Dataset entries
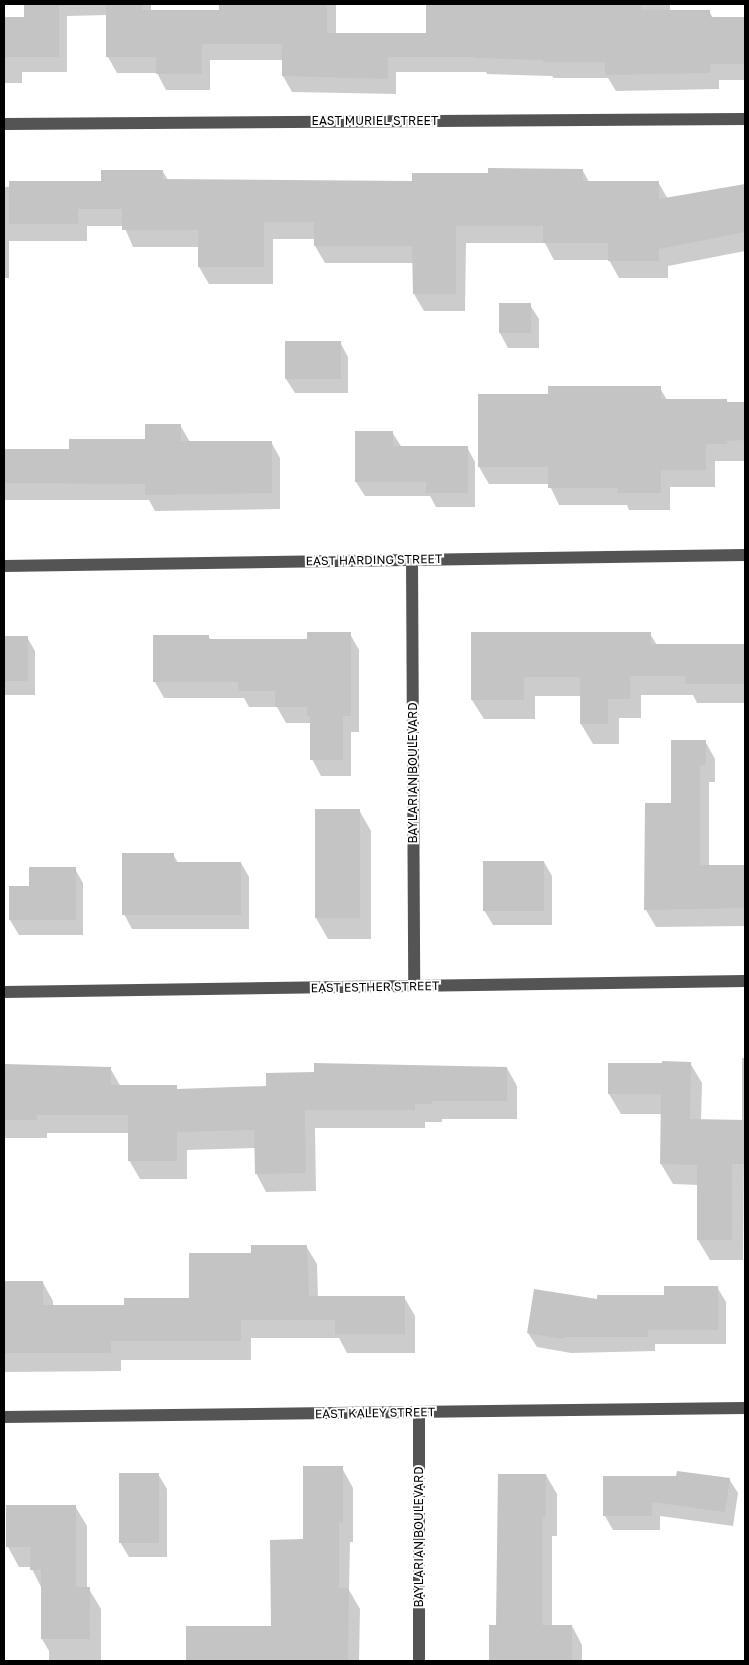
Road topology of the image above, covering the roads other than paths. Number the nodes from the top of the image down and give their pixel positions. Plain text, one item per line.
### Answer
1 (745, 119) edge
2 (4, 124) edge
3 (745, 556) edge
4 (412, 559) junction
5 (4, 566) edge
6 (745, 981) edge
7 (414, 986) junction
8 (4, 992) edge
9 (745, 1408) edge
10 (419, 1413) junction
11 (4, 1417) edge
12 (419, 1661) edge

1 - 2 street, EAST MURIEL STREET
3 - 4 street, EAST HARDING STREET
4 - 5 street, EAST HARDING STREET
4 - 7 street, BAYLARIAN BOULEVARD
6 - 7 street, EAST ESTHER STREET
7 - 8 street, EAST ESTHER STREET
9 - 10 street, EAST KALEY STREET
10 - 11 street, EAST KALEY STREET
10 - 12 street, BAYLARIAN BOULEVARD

*Task prompt*. Return the records above verbatim, leaving out images.

*Response to the exercise*.
Road topology of the image above, covering the roads other than paths. Number the nodes from the top of the image down and give their pixel positions. Plain text, one item per line.
### Answer
1 (745, 119) edge
2 (4, 124) edge
3 (745, 556) edge
4 (412, 559) junction
5 (4, 566) edge
6 (745, 981) edge
7 (414, 986) junction
8 (4, 992) edge
9 (745, 1408) edge
10 (419, 1413) junction
11 (4, 1417) edge
12 (419, 1661) edge

1 - 2 street, EAST MURIEL STREET
3 - 4 street, EAST HARDING STREET
4 - 5 street, EAST HARDING STREET
4 - 7 street, BAYLARIAN BOULEVARD
6 - 7 street, EAST ESTHER STREET
7 - 8 street, EAST ESTHER STREET
9 - 10 street, EAST KALEY STREET
10 - 11 street, EAST KALEY STREET
10 - 12 street, BAYLARIAN BOULEVARD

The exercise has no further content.